'''
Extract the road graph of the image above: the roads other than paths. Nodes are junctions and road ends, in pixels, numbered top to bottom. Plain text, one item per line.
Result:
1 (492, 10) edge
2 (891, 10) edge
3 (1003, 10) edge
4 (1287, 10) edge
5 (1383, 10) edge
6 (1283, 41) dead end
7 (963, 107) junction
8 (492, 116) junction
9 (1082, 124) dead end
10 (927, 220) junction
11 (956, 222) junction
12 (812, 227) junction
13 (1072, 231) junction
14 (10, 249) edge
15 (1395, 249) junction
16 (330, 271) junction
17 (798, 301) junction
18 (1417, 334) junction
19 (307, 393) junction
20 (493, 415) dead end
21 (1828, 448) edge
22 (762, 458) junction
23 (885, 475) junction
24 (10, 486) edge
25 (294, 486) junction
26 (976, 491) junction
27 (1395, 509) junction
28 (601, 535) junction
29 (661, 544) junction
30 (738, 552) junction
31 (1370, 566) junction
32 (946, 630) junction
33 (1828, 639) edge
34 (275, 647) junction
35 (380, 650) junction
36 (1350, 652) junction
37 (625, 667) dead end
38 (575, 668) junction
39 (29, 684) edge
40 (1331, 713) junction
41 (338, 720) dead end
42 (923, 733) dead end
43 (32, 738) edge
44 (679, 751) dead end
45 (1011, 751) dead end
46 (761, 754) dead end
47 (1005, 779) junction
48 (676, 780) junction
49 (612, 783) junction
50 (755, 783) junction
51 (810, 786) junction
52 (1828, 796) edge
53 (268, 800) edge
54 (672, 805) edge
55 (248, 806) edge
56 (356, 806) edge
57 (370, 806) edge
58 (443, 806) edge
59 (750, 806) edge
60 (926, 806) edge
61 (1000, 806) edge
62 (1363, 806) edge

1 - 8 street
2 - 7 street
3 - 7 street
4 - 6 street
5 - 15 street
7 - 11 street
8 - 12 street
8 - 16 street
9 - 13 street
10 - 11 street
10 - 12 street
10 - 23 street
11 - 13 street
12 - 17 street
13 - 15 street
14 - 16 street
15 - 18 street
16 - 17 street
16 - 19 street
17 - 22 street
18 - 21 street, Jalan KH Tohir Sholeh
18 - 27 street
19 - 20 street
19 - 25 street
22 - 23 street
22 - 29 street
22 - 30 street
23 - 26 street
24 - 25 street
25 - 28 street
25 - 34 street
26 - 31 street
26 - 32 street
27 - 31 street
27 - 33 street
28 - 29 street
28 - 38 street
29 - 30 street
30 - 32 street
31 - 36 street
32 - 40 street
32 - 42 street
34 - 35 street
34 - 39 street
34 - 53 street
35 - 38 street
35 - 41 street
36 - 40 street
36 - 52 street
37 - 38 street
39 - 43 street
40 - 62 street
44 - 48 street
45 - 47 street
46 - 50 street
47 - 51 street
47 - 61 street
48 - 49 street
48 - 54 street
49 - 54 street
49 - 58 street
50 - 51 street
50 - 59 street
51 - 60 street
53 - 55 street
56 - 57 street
'''
**Task item:** Scan the data above, find each line with "dead", and copy it.

**Solution:**
6 (1283, 41) dead end
9 (1082, 124) dead end
20 (493, 415) dead end
37 (625, 667) dead end
41 (338, 720) dead end
42 (923, 733) dead end
44 (679, 751) dead end
45 (1011, 751) dead end
46 (761, 754) dead end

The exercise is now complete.